> TASK DESCRIPTION
Go through the entries below and retype them exactly, omitting each picture.

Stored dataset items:
+---+

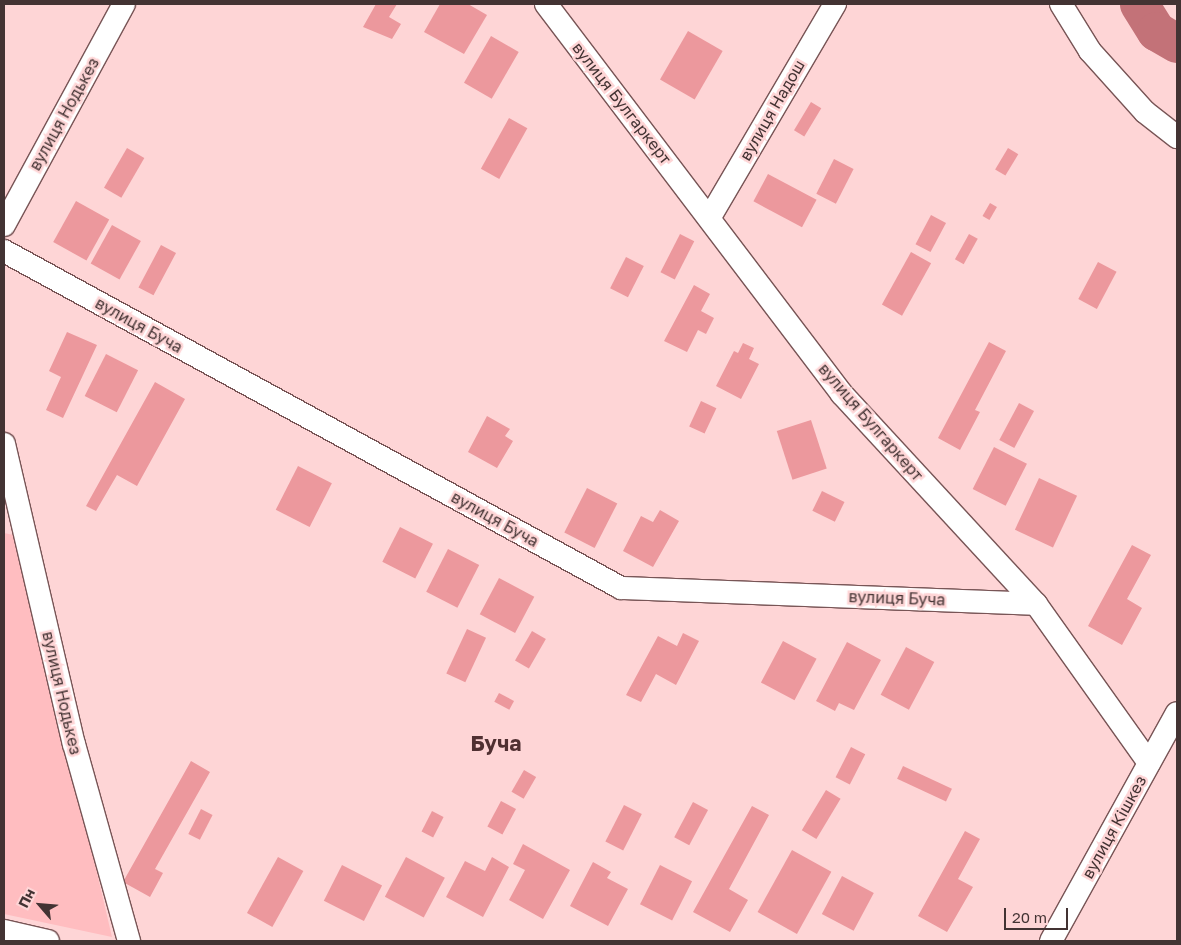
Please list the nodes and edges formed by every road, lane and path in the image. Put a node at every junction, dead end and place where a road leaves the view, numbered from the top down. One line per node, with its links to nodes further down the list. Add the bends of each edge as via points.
1 (124, 4): 7 (street, вулиця Нодькез)
2 (546, 4): 6 (street, вулиця Булгаркерт)
3 (834, 4): 6 (street, вулиця Надош)
4 (1060, 4): 5 (street, via 1090,51 1145,112)
5 (1177, 137)
6 (710, 217): 10 (street, вулиця Булгаркерт, via 842,394)
7 (4, 225)
8 (4, 251): 10 (street, вулиця Буча, via 621,588)
9 (4, 444): 15 (street, вулиця Нодькез, via 74,744)
10 (1036, 604): 12 (street, вулиця Булгаркерт)
11 (1177, 713): 12 (street, вулиця Кішкез)
12 (1149, 763): 16 (street, вулиця Кішкез)
13 (4, 931): 14 (street)
14 (48, 941)
15 (130, 941)
16 (1051, 941)

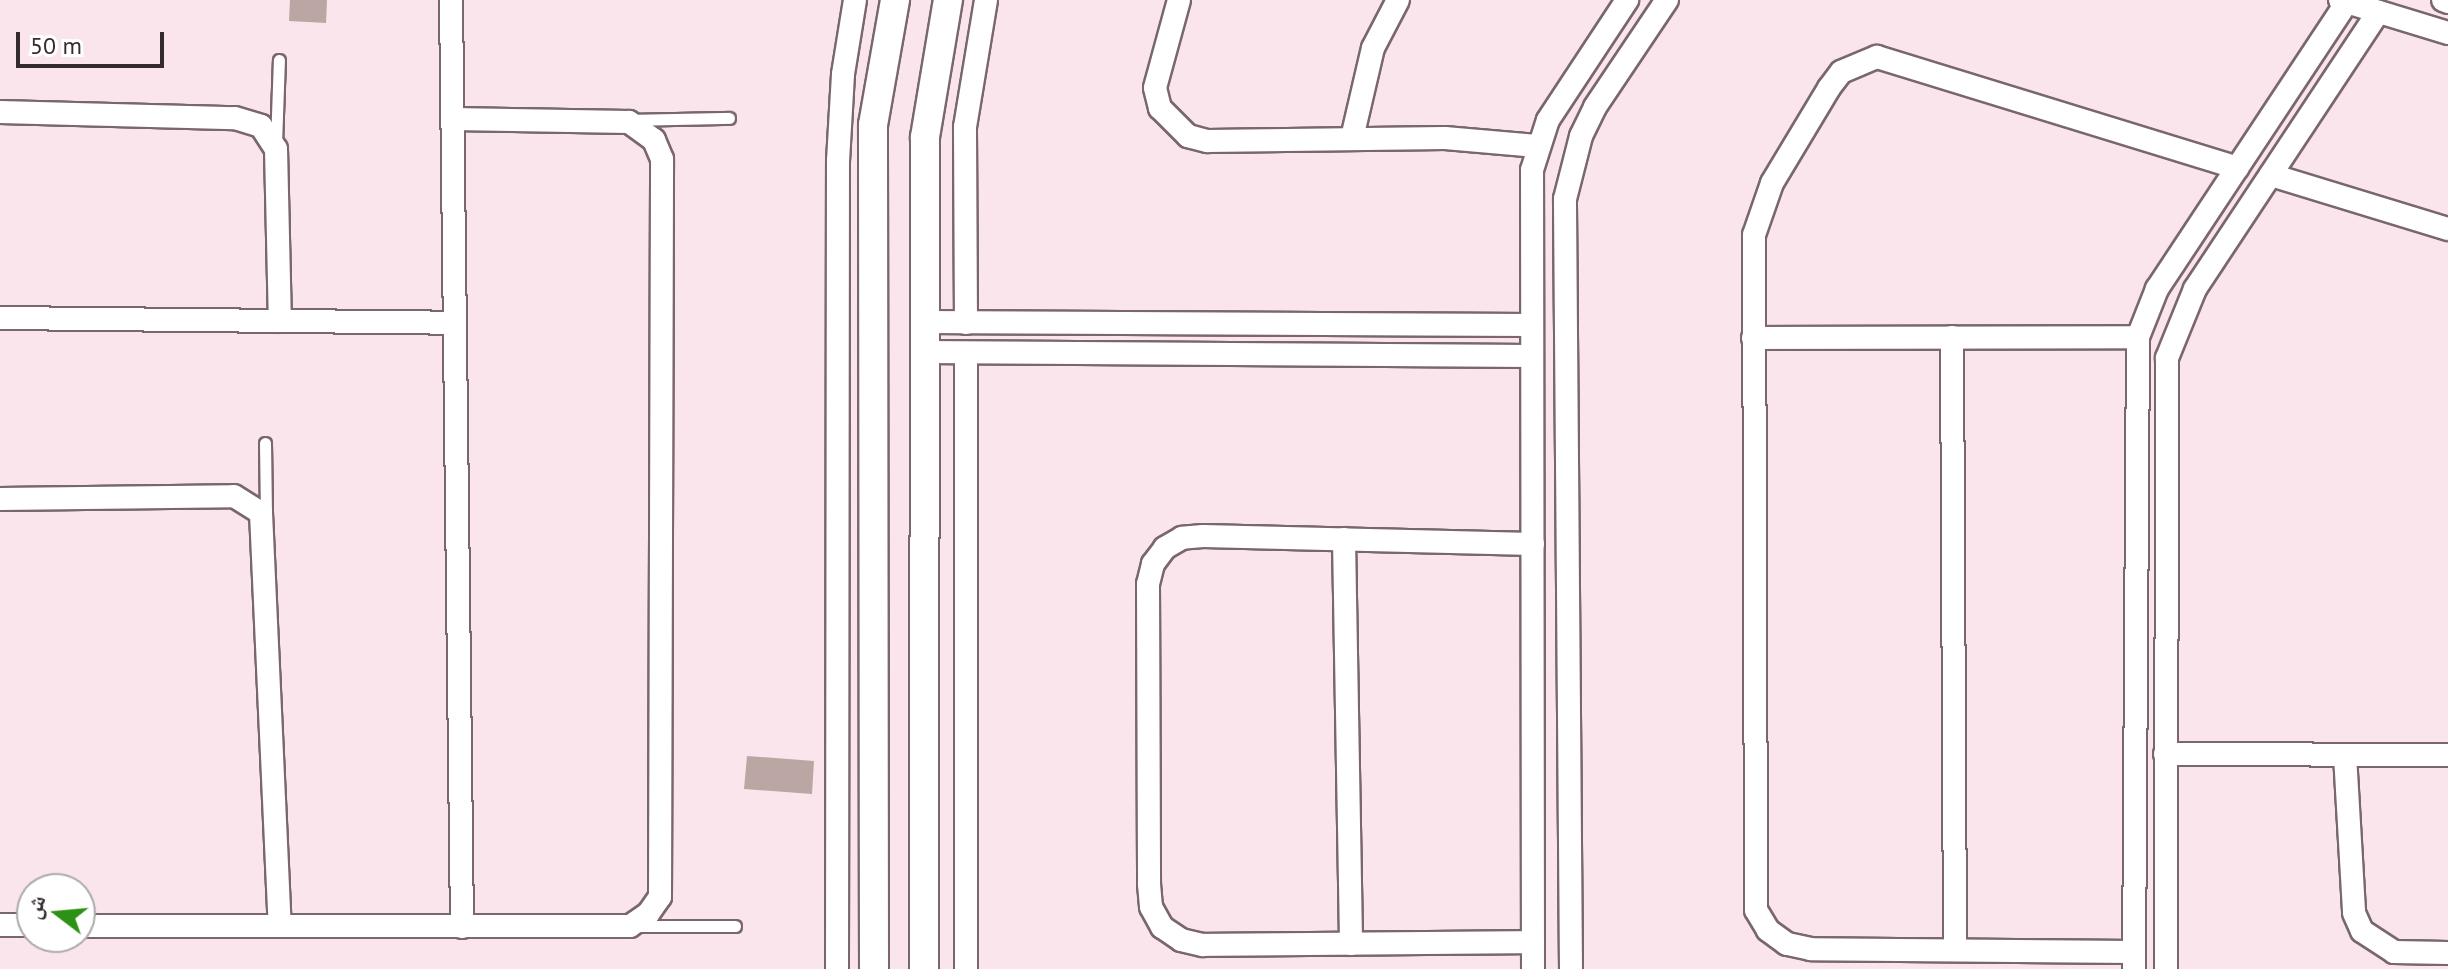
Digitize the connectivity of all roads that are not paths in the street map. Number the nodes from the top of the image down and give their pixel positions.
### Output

+---+

> RESPONSE BOX
Please list the nodes and edges formed by every road, lane and path in the image. Put a node at every junction, dead end and place where a road leaves the view, numbered from the top down. One line per node, with its links to nodes further down the list. Add the bends of each edge as via points.
1 (124, 4): 7 (street, вулиця Нодькез)
2 (546, 4): 6 (street, вулиця Булгаркерт)
3 (834, 4): 6 (street, вулиця Надош)
4 (1060, 4): 5 (street, via 1090,51 1145,112)
5 (1177, 137)
6 (710, 217): 10 (street, вулиця Булгаркерт, via 842,394)
7 (4, 225)
8 (4, 251): 10 (street, вулиця Буча, via 621,588)
9 (4, 444): 15 (street, вулиця Нодькез, via 74,744)
10 (1036, 604): 12 (street, вулиця Булгаркерт)
11 (1177, 713): 12 (street, вулиця Кішкез)
12 (1149, 763): 16 (street, вулиця Кішкез)
13 (4, 931): 14 (street)
14 (48, 941)
15 (130, 941)
16 (1051, 941)

Digitize the connectivity of all roads that are not paths in the street map. Number the nodes from the top of the image down and give their pixel positions.
### Output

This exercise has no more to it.